Me encontraba de momento con la mirada fija en aquella escalera, esperando la visión de su silueta flotando entre el humo de cigarrillos, abriéndose paso entre la multitud.

De pronto volví a la realidad, la mano de un caballero extendida invitando al baile, la música estridente que hería mis oídos, las risas, el calor de los cuerpos aglutinados. Sentía mi pecho latiendo en total descontrol. Sudaba, bailaba sin sazón. Contestaba las preguntas de siempre, mi nombre, de dónde era, en qué trabajas… Me pesaba el ánimo ante la espera y a la misma vez un hormigueo en mi estómago me enloquecía.

Arrastrando la sonrisa hasta que él llegaba. Entonces: se detenía el ruido y la música era una lluvia refrescante de notas, como si los querubines sustituyeran a los músicos. Arpas y violines del cielo. Mi paso se transformaba en suave vuelo de paloma. Un rayo de luz en mi pecho nacía al estallar los latidos. No había nadie en el lugar tan guapo como él. Se acercaba y su perfume era la droga que estimulaba mis sentidos.

-Buenas noches.

Esa voz que me provoca, la mirada que me enciende y el perfume que me hala como un imán.

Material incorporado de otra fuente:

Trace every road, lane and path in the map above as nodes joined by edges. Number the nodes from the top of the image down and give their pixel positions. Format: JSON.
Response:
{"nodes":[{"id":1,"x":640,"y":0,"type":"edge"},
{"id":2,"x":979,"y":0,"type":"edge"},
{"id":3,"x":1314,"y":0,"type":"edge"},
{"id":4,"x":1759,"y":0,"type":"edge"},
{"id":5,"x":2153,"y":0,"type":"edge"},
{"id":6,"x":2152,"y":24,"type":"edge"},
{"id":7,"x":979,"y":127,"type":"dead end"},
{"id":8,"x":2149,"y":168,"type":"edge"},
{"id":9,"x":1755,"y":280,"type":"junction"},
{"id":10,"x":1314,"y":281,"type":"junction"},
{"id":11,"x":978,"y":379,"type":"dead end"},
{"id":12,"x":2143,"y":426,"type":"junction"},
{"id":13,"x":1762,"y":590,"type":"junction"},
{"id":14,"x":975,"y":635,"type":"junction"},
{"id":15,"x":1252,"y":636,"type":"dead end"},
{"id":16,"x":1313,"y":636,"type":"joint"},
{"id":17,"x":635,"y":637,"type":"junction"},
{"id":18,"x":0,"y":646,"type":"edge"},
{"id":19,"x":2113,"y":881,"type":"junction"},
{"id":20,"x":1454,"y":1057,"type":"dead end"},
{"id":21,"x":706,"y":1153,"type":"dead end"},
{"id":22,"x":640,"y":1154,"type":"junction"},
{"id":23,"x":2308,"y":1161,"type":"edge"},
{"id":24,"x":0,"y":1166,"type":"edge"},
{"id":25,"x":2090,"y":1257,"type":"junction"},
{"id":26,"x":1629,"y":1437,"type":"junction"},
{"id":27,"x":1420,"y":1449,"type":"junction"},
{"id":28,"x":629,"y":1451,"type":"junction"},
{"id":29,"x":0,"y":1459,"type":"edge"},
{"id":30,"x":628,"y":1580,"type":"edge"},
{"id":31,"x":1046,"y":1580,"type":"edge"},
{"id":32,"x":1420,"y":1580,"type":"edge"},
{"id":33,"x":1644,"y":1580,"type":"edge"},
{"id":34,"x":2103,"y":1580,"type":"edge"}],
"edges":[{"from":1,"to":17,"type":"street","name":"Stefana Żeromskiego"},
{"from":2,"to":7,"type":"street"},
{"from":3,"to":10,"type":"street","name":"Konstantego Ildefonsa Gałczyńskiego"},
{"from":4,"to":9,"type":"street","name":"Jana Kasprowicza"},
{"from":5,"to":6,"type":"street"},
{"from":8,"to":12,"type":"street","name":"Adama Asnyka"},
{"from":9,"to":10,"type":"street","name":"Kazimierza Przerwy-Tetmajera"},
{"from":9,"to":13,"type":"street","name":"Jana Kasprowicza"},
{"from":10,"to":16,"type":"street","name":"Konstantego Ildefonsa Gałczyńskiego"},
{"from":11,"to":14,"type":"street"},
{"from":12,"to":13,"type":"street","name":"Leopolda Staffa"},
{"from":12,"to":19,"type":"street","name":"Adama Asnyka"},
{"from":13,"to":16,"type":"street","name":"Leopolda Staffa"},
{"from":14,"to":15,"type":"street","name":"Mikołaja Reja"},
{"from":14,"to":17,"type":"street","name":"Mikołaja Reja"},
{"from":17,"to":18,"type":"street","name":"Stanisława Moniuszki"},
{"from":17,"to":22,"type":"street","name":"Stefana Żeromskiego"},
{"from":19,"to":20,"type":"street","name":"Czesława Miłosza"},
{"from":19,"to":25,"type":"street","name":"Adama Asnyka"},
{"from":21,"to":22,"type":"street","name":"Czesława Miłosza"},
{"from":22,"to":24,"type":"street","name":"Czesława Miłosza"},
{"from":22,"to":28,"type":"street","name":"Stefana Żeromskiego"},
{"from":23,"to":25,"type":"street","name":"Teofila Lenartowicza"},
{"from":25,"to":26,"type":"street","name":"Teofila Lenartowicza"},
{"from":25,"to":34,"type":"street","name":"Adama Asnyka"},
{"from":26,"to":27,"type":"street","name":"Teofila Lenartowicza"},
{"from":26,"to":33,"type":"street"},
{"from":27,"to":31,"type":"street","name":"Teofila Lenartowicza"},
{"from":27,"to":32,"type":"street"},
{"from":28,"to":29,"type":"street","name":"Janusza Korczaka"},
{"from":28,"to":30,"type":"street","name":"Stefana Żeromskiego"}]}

-Pero, ¿qué tiene que te emboba? No es alto, parece un mono, tiene ojos de gato sato y es un engreído. ¡Mira como sólo te saluda y lo sigues!

Pensándolo bien tiene piernas flacas, nariz fea, no es atlético, su pie es pequeño y es calvo. Pero cuando pongo todas sus partes juntas… ¡Ay! Bien lo dijo quien lo dijo: Hombres, raza maldita, pero que buenos son cuando se necesitan.